Directions for this task » Your copy must hold all of the data below, unchanged and without images.
┌──
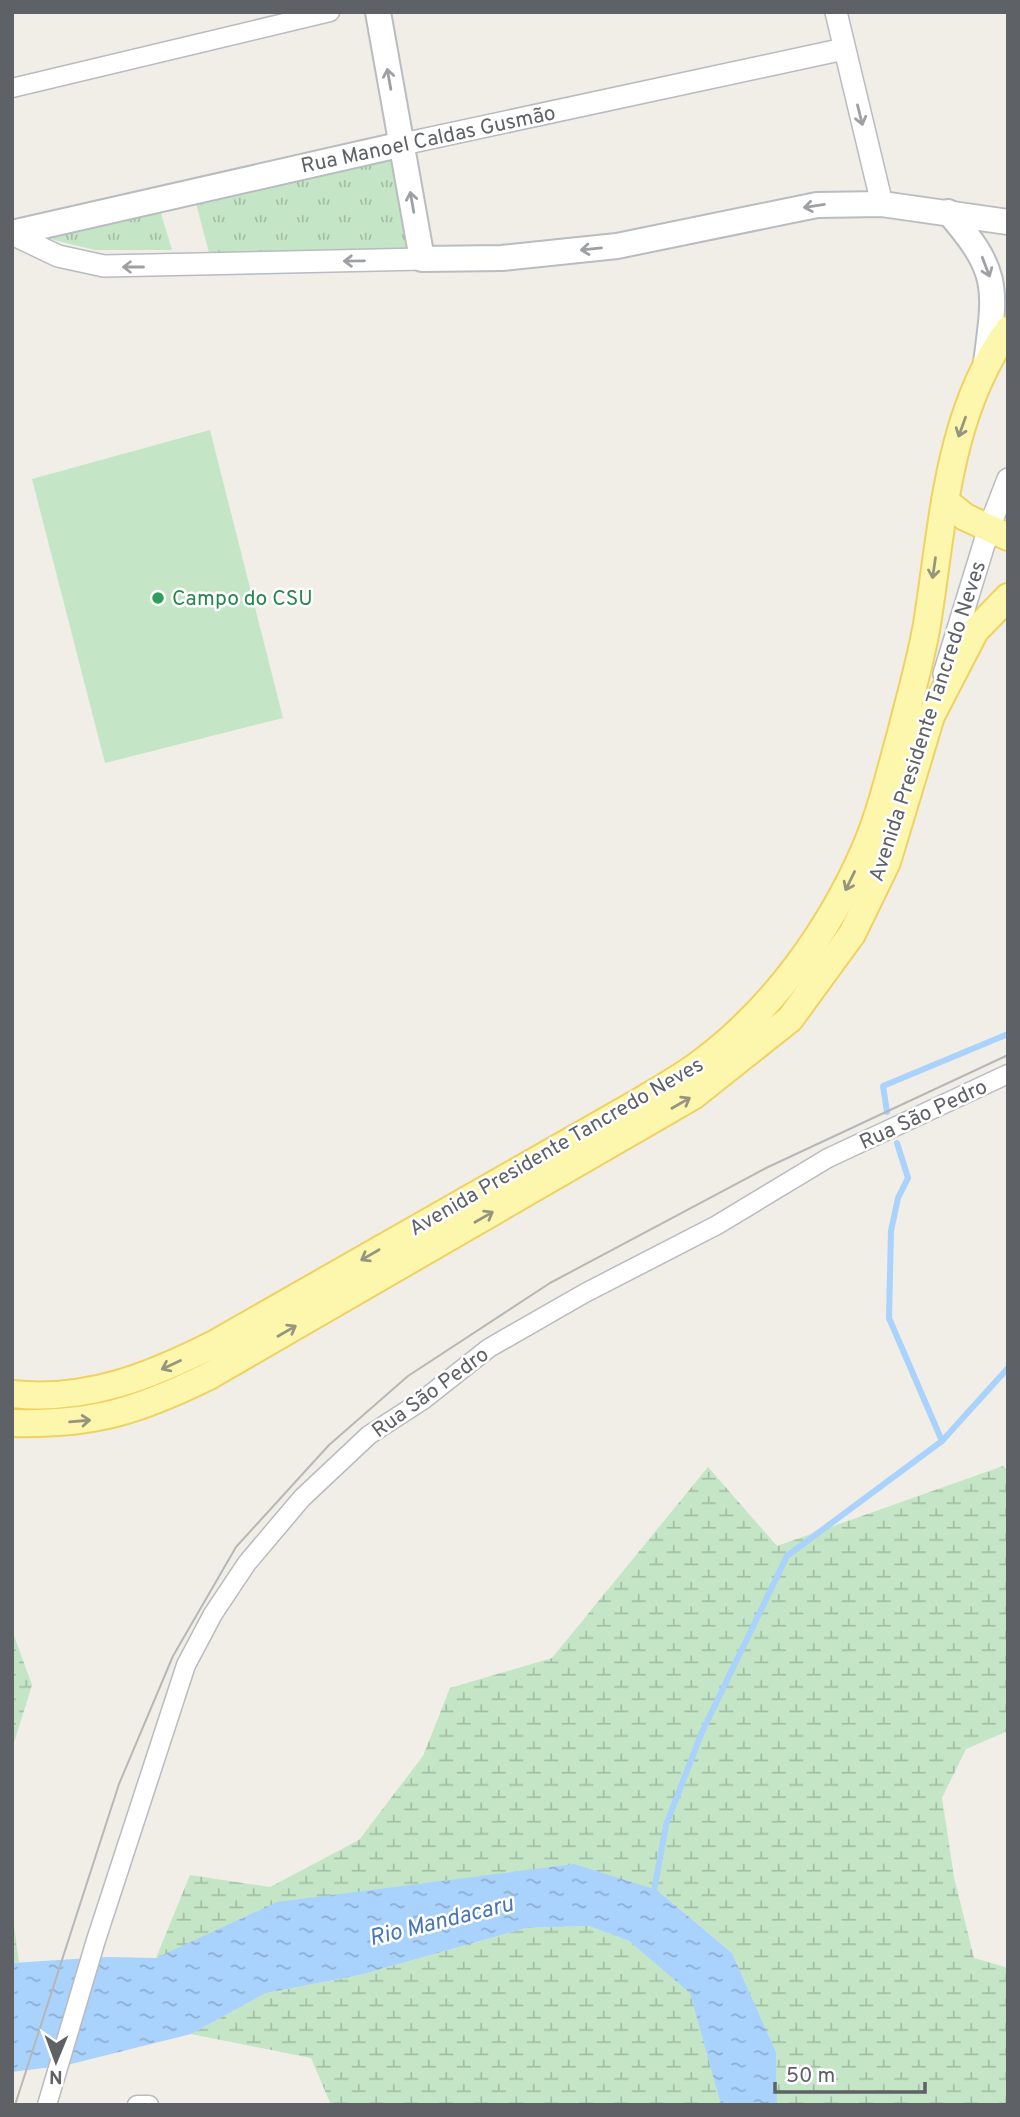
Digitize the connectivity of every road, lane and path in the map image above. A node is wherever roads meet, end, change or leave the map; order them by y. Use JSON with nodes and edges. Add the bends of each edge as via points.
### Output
{"nodes":[{"id":1,"x":330,"y":12,"type":"edge"},
{"id":2,"x":378,"y":12,"type":"edge"},
{"id":3,"x":836,"y":12,"type":"edge"},
{"id":4,"x":844,"y":49,"type":"junction"},
{"id":5,"x":12,"y":88,"type":"edge"},
{"id":6,"x":403,"y":144,"type":"junction"},
{"id":7,"x":882,"y":204,"type":"junction"},
{"id":8,"x":948,"y":212,"type":"junction"},
{"id":9,"x":1008,"y":222,"type":"edge"},
{"id":10,"x":12,"y":234,"type":"edge"},
{"id":11,"x":422,"y":259,"type":"junction"},
{"id":12,"x":1008,"y":330,"type":"edge"},
{"id":13,"x":986,"y":363,"type":"junction"},
{"id":14,"x":1008,"y":479,"type":"edge"},
{"id":15,"x":945,"y":500,"type":"junction"},
{"id":16,"x":998,"y":533,"type":"edge"},
{"id":17,"x":1008,"y":597,"type":"edge"},
{"id":18,"x":930,"y":716,"type":"junction"},
{"id":19,"x":1008,"y":1074,"type":"edge"},
{"id":20,"x":12,"y":1394,"type":"edge"},
{"id":21,"x":12,"y":1423,"type":"edge"},
{"id":22,"x":48,"y":2101,"type":"edge"},
{"id":23,"x":137,"y":2105,"type":"edge"},
{"id":24,"x":149,"y":2105,"type":"edge"}],
"edges":[{"from":1,"to":5,"type":"street"},
{"from":6,"to":2,"type":"main road","one_way":true},
{"from":3,"to":4,"type":"street"},
{"from":4,"to":6,"type":"street","name":"Rua Manoel Caldas Gusmão"},
{"from":4,"to":7,"type":"street","one_way":true},
{"from":6,"to":10,"type":"main road","name":"Rua Manoel Caldas Gusmão"},
{"from":11,"to":6,"type":"main road","one_way":true},
{"from":7,"to":8,"type":"main road"},
{"from":7,"to":11,"type":"main road","one_way":true,"via":[[817,205],[617,246],[502,258]]},
{"from":8,"to":9,"type":"main road"},
{"from":8,"to":13,"type":"main road","name":"Avenida Presidente Tancredo Neves","one_way":true,"via":[[972,239],[990,271],[992,310]]},
{"from":11,"to":10,"type":"street","one_way":true,"via":[[104,266],[58,257]]},
{"from":12,"to":13,"type":"main road","name":"Avenida Presidente Tancredo Neves"},
{"from":13,"to":15,"type":"main road","name":"Avenida Presidente Tancredo Neves","one_way":true,"via":[[957,443]]},
{"from":14,"to":16,"type":"street","name":"Avenida Presidente Tancredo Neves"},
{"from":15,"to":16,"type":"main road","via":[[965,517]]},
{"from":15,"to":20,"type":"main road","name":"Avenida Presidente Tancredo Neves","one_way":true,"via":[[923,639],[866,849],[816,942],[735,1035],[701,1063],[639,1102],[170,1366],[122,1385],[86,1392]]},
{"from":16,"to":18,"type":"street","name":"Avenida Presidente Tancredo Neves"},
{"from":17,"to":18,"type":"main road","via":[[975,631]]},
{"from":21,"to":18,"type":"main road","name":"Avenida Presidente Tancredo Neves","one_way":true,"via":[[95,1419],[136,1409],[209,1376],[693,1096],[752,1053],[790,1019],[852,934],[887,862]]},
{"from":19,"to":22,"type":"street","name":"Rua São Pedro","via":[[828,1158],[717,1225],[489,1348],[369,1435],[302,1498],[247,1563],[186,1665]]},
{"from":23,"to":24,"type":"street"}]}
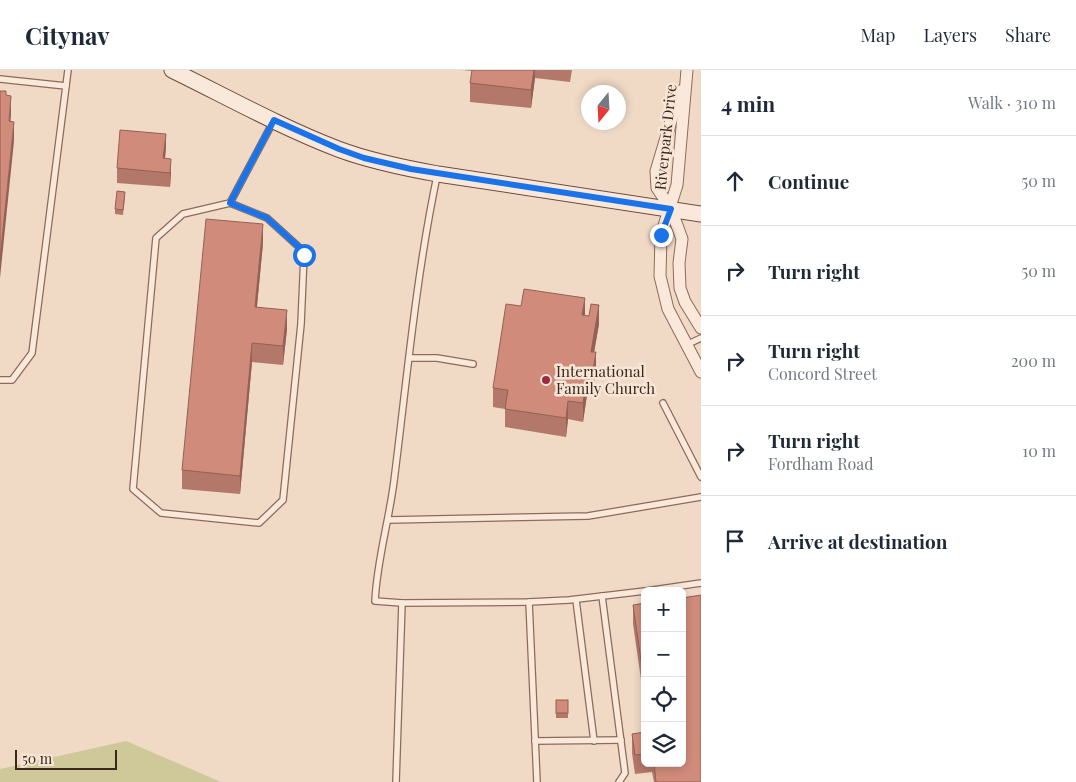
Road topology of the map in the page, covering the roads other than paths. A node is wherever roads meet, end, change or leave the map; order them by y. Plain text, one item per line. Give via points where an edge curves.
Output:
1 (68, 70) edge
2 (172, 70) edge
3 (686, 70) edge
4 (0, 78) edge
5 (66, 86) junction
6 (274, 120) junction
7 (438, 174) junction
8 (230, 203) junction
9 (671, 209) junction
10 (701, 214) edge
11 (701, 328) edge
12 (701, 338) edge
13 (686, 345) junction
14 (409, 358) junction
15 (473, 364) dead end
16 (701, 372) edge
17 (0, 380) edge
18 (662, 403) dead end
19 (701, 477) edge
20 (701, 497) edge
21 (388, 520) junction
22 (701, 583) edge
23 (674, 587) edge
24 (641, 592) edge
25 (602, 596) junction
26 (576, 600) junction
27 (529, 602) junction
28 (402, 603) junction
29 (620, 740) junction
30 (535, 741) junction
31 (594, 741) junction
32 (396, 782) edge
33 (537, 782) edge
34 (620, 782) edge

1 - 5 lane
2 - 6 street
3 - 9 street, Riverpark Drive via 677,185
3 - 9 street, Riverpark Drive via 656,171 657,188
4 - 5 lane
5 - 17 lane via 32,353 12,380
6 - 7 street via 364,158
6 - 8 lane
7 - 9 street
7 - 14 lane via 419,274
8 - 8 lane via 267,218 304,255 301,324 282,500 259,523 161,513 133,488 156,238 183,214
9 - 10 street
9 - 11 street via 682,240 680,288
9 - 13 street via 661,235 660,276 668,309
12 - 13 lane
13 - 16 street
14 - 15 lane via 437,358
14 - 21 lane
18 - 19 lane
20 - 21 lane via 588,516
21 - 28 lane via 376,578 375,601
22 - 23 lane
24 - 25 lane
25 - 26 lane
25 - 29 lane
26 - 27 lane
26 - 31 lane
27 - 28 lane
27 - 30 lane
28 - 32 lane
29 - 31 lane
29 - 34 lane via 625,773
30 - 31 lane
30 - 33 lane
└──
Answer section »
Digitize the connectivity of every road, lane and path in the map image above. A node is wherever roads meet, end, change or leave the map; order them by y. Use JSON with nodes and edges. Add the bends of each edge as via points.
### Output
{"nodes":[{"id":1,"x":330,"y":12,"type":"edge"},
{"id":2,"x":378,"y":12,"type":"edge"},
{"id":3,"x":836,"y":12,"type":"edge"},
{"id":4,"x":844,"y":49,"type":"junction"},
{"id":5,"x":12,"y":88,"type":"edge"},
{"id":6,"x":403,"y":144,"type":"junction"},
{"id":7,"x":882,"y":204,"type":"junction"},
{"id":8,"x":948,"y":212,"type":"junction"},
{"id":9,"x":1008,"y":222,"type":"edge"},
{"id":10,"x":12,"y":234,"type":"edge"},
{"id":11,"x":422,"y":259,"type":"junction"},
{"id":12,"x":1008,"y":330,"type":"edge"},
{"id":13,"x":986,"y":363,"type":"junction"},
{"id":14,"x":1008,"y":479,"type":"edge"},
{"id":15,"x":945,"y":500,"type":"junction"},
{"id":16,"x":998,"y":533,"type":"edge"},
{"id":17,"x":1008,"y":597,"type":"edge"},
{"id":18,"x":930,"y":716,"type":"junction"},
{"id":19,"x":1008,"y":1074,"type":"edge"},
{"id":20,"x":12,"y":1394,"type":"edge"},
{"id":21,"x":12,"y":1423,"type":"edge"},
{"id":22,"x":48,"y":2101,"type":"edge"},
{"id":23,"x":137,"y":2105,"type":"edge"},
{"id":24,"x":149,"y":2105,"type":"edge"}],
"edges":[{"from":1,"to":5,"type":"street"},
{"from":6,"to":2,"type":"main road","one_way":true},
{"from":3,"to":4,"type":"street"},
{"from":4,"to":6,"type":"street","name":"Rua Manoel Caldas Gusmão"},
{"from":4,"to":7,"type":"street","one_way":true},
{"from":6,"to":10,"type":"main road","name":"Rua Manoel Caldas Gusmão"},
{"from":11,"to":6,"type":"main road","one_way":true},
{"from":7,"to":8,"type":"main road"},
{"from":7,"to":11,"type":"main road","one_way":true,"via":[[817,205],[617,246],[502,258]]},
{"from":8,"to":9,"type":"main road"},
{"from":8,"to":13,"type":"main road","name":"Avenida Presidente Tancredo Neves","one_way":true,"via":[[972,239],[990,271],[992,310]]},
{"from":11,"to":10,"type":"street","one_way":true,"via":[[104,266],[58,257]]},
{"from":12,"to":13,"type":"main road","name":"Avenida Presidente Tancredo Neves"},
{"from":13,"to":15,"type":"main road","name":"Avenida Presidente Tancredo Neves","one_way":true,"via":[[957,443]]},
{"from":14,"to":16,"type":"street","name":"Avenida Presidente Tancredo Neves"},
{"from":15,"to":16,"type":"main road","via":[[965,517]]},
{"from":15,"to":20,"type":"main road","name":"Avenida Presidente Tancredo Neves","one_way":true,"via":[[923,639],[866,849],[816,942],[735,1035],[701,1063],[639,1102],[170,1366],[122,1385],[86,1392]]},
{"from":16,"to":18,"type":"street","name":"Avenida Presidente Tancredo Neves"},
{"from":17,"to":18,"type":"main road","via":[[975,631]]},
{"from":21,"to":18,"type":"main road","name":"Avenida Presidente Tancredo Neves","one_way":true,"via":[[95,1419],[136,1409],[209,1376],[693,1096],[752,1053],[790,1019],[852,934],[887,862]]},
{"from":19,"to":22,"type":"street","name":"Rua São Pedro","via":[[828,1158],[717,1225],[489,1348],[369,1435],[302,1498],[247,1563],[186,1665]]},
{"from":23,"to":24,"type":"street"}]}
Road topology of the map in the page, covering the roads other than paths. A node is wherever roads meet, end, change or leave the map; order them by y. Plain text, one item per line. Give via points where an edge curves.
Output:
1 (68, 70) edge
2 (172, 70) edge
3 (686, 70) edge
4 (0, 78) edge
5 (66, 86) junction
6 (274, 120) junction
7 (438, 174) junction
8 (230, 203) junction
9 (671, 209) junction
10 (701, 214) edge
11 (701, 328) edge
12 (701, 338) edge
13 (686, 345) junction
14 (409, 358) junction
15 (473, 364) dead end
16 (701, 372) edge
17 (0, 380) edge
18 (662, 403) dead end
19 (701, 477) edge
20 (701, 497) edge
21 (388, 520) junction
22 (701, 583) edge
23 (674, 587) edge
24 (641, 592) edge
25 (602, 596) junction
26 (576, 600) junction
27 (529, 602) junction
28 (402, 603) junction
29 (620, 740) junction
30 (535, 741) junction
31 (594, 741) junction
32 (396, 782) edge
33 (537, 782) edge
34 (620, 782) edge

1 - 5 lane
2 - 6 street
3 - 9 street, Riverpark Drive via 677,185
3 - 9 street, Riverpark Drive via 656,171 657,188
4 - 5 lane
5 - 17 lane via 32,353 12,380
6 - 7 street via 364,158
6 - 8 lane
7 - 9 street
7 - 14 lane via 419,274
8 - 8 lane via 267,218 304,255 301,324 282,500 259,523 161,513 133,488 156,238 183,214
9 - 10 street
9 - 11 street via 682,240 680,288
9 - 13 street via 661,235 660,276 668,309
12 - 13 lane
13 - 16 street
14 - 15 lane via 437,358
14 - 21 lane
18 - 19 lane
20 - 21 lane via 588,516
21 - 28 lane via 376,578 375,601
22 - 23 lane
24 - 25 lane
25 - 26 lane
25 - 29 lane
26 - 27 lane
26 - 31 lane
27 - 28 lane
27 - 30 lane
28 - 32 lane
29 - 31 lane
29 - 34 lane via 625,773
30 - 31 lane
30 - 33 lane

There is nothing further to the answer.